Her badly composed head was found wrapped in a woollen headband some metres away.’
Police alleged Mitchell has plotted to murder her friend and to create a fake will leaving her most of her estate.
Mitchell denied the murder. But did not give evidence at the trial.
Pathologists were unable to give a cause of Ms Chong’s death because of the state of decomposition of her body when it was found a fracture above her right eye socket suggested she had been hit with a “blunt object very shortly before her death”. The weapon has not been recovered.
Judge Richard Marks who oversaw the trial said “the motivation for Jemma Mitchell’s actions was money and she showed a significant degree of planning and calculation as she attempted to cover up her horrific actions,” he said.
The court was told that Mitchell, a long term unemployed, lived with her retired mother in property she was renovating but was ripped off by rogue builders and the property was left without a roof and covered in scaffolding.
They had lived in Australia for some time while Mitchell was growing up before moving to London with her mother when her parent’s marriage broke down.
Prosecutors told the court Mitchell completed a degree course in osteopathy at the British School of Osteopathy in 2009 and she returned to Australia where she practised as an osteopath for seven years.
Her professional website was quoted at trial as saying “as result of her training, she was ‘attuned to subjects in neuroanatomy, genetics, [and] dissection of human cadavers”.
Evidence was heard that Mitchell returned to the UK in 2015 and had been unemployed ever since.
She and Chong met at a church in August 2020 and their conversations turned to her renovation project. And then Chong’s will and who would inherit her home.
During the trial, the court heard Chong had met Mitchell’s mother and agreed to give £200,000 for their renovation on condition that the house was used for “Christian worship”. However, Chong later changed her mind.
Mitchell became the main suspect in her friend’s murder after CCTV footage of Ms Chong’s last known movements and those of Mitchell.
The CCTV revealed Mitchell leaving home with a large blue suitcase and arriving at Chong’s home at 8am on the morning of the murder.
Video footage then showed Mitchell leaving in different clothes nearly five hours later with the suitcase which appeared much heavier.
The prosecution said Mitchell had killed Ms Chong and then hidden her body in her garden for several weeks before driving the body parts to Devon.

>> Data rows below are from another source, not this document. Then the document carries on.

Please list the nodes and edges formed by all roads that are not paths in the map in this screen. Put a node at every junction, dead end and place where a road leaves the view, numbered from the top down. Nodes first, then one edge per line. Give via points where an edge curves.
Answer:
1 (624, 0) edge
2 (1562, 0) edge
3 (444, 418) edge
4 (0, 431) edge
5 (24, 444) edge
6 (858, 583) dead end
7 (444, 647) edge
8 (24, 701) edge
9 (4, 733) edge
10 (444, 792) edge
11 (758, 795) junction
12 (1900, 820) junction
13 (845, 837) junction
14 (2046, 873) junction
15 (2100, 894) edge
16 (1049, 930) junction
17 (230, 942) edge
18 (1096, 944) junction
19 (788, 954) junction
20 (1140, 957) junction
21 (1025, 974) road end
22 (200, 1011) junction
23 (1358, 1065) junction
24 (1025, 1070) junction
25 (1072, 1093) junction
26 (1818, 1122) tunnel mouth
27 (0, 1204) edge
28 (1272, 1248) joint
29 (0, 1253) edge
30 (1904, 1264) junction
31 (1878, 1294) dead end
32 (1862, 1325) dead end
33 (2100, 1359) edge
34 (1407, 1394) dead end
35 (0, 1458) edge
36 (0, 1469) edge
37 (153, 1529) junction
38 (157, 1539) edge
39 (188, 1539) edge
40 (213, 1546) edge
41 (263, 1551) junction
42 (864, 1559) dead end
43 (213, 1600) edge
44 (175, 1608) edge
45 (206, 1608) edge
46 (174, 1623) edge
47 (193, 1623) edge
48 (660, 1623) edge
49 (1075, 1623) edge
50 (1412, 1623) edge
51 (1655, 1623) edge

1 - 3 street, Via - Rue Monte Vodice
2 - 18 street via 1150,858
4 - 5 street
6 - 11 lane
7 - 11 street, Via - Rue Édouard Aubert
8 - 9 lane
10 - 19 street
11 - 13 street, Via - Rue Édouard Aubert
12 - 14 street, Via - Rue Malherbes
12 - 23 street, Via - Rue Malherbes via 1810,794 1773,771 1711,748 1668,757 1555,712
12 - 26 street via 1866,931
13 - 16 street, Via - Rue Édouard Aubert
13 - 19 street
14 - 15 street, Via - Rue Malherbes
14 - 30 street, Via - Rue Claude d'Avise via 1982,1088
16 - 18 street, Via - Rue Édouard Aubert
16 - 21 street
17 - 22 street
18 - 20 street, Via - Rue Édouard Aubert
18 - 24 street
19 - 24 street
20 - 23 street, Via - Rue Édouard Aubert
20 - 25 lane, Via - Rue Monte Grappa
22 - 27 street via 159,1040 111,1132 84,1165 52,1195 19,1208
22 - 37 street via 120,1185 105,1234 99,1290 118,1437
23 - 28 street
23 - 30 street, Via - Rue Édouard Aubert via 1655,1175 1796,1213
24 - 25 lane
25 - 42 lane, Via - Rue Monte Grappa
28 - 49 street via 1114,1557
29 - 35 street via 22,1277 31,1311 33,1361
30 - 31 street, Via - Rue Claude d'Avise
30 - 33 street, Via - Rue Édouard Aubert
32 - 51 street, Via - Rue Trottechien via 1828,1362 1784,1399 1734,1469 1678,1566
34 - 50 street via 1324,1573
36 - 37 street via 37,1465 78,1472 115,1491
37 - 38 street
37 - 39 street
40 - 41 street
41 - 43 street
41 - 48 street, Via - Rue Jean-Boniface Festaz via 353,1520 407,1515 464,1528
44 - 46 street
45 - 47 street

A search of Mitchell’s home discovered a will in Ms Chong’s name, purportedly appointed Mitchell as a trustee and leaving the bulk of Chong’s estate to her and the remaining 5 per cent to Mitchell’s mother.
But when police searched Chong’s home they found a different will in which she left her home to the church.
When police searched Mitchell’s computer after she was arrested, they found a copy of the will leaving everything to Mitchell and her mother that had been created after Ms Chong was already dead.